AAG Boston 1998
Call for Papers
IRISH GEOGRAPHIES
The nature of the revisionism debate within Irish historical, cultural and
political studies is now well known, at least within Ireland. Yet, the
relationship between geography and the construction and renegotiation of
Irish identities in the past and the present is less widely acknowledged.

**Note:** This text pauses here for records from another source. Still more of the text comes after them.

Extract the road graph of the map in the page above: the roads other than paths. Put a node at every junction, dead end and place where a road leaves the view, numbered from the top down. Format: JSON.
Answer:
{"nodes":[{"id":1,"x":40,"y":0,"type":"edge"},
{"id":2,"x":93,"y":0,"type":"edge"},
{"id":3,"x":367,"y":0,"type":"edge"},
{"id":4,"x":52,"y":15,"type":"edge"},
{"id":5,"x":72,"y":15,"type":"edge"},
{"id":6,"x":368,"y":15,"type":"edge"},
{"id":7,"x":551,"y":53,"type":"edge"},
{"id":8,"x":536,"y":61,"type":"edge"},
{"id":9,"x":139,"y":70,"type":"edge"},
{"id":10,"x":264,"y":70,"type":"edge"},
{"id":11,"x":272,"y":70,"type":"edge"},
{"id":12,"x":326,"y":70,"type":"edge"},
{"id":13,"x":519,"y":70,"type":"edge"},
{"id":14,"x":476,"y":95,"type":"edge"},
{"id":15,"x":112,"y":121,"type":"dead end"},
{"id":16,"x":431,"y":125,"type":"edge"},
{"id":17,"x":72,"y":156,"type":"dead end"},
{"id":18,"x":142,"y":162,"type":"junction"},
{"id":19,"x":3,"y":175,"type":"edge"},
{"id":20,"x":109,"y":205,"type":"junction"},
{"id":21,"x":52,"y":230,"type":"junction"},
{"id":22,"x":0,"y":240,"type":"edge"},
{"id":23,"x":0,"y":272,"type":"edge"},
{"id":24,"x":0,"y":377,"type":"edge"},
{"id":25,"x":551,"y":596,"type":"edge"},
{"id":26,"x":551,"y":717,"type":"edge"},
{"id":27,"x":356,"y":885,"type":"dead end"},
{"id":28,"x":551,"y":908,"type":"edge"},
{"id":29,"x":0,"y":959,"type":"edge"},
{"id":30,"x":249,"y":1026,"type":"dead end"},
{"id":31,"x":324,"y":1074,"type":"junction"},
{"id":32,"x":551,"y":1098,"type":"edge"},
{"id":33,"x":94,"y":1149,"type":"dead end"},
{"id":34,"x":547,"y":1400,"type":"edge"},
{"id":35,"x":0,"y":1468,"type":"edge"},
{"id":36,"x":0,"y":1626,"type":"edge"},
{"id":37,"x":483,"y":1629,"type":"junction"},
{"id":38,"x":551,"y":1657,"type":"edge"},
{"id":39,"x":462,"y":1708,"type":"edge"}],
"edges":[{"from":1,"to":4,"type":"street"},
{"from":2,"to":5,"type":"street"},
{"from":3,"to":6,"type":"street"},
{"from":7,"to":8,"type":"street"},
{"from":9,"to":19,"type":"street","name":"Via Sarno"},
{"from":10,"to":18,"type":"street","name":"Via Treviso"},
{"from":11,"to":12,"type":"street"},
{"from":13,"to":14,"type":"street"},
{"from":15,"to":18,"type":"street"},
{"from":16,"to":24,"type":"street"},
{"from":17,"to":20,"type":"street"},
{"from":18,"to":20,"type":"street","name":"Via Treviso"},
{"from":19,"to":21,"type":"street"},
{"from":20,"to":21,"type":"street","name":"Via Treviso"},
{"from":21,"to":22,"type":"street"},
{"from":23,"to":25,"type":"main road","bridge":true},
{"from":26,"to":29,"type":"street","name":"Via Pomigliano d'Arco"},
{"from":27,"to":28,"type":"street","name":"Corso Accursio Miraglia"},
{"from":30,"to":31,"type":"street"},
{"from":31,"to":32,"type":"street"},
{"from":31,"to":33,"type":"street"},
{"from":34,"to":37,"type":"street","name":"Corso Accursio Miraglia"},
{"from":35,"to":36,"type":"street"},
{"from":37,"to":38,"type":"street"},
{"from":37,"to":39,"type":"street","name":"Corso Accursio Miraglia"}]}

This conference session seeks to explore the ways in which dominant and
alternative versions of Irish identity have been constructed through the
shaping of material and symbolic landscapes in past and present, both
within and outside the island of Ireland. Claims to a particular construct
of national identity, derived from particular representations of a
collective past, necessarily involve the inclusion or exclusion of
particular kinds of places and peoples as they fit - or fail to fit -
these necessarily transient hegemonic models of society. However, the
contemporary renegotiation of Irish identities, combined with the
activities of the heritage industry, have stimulated and responded to
changes in the ways Irish identity is understood. For example, both past
and contemporary attempts to define and re-define Irish identity have
frequently deployed a geographical language of borders and boundaries, as
well as regions, interconnection, movement and dispersal. Different
concepts of nationhood have been expressed through particular kinds of
political geographies of state organisation and ideology, from political
isolationism to European federalism. As constructs of geographical
difference were formerly used to support an identity of absolute cultural
difference and insular nationalism, new spatial metaphors such as the
'Fifth Province' and ideas concerning the 'Green Diaspora' have been
proposed as ways of 'thinking otherwise' about the contested nature of
Irish identity. Exploring both the historical and contemporary making of
cultural geographies of Irishness also invokes questions of
post/colonialism, post/nationalism, class, gender and sexuality and points
to alternative versions of sovereignty and more pluralist and diverse
renditions of collective cultural identity.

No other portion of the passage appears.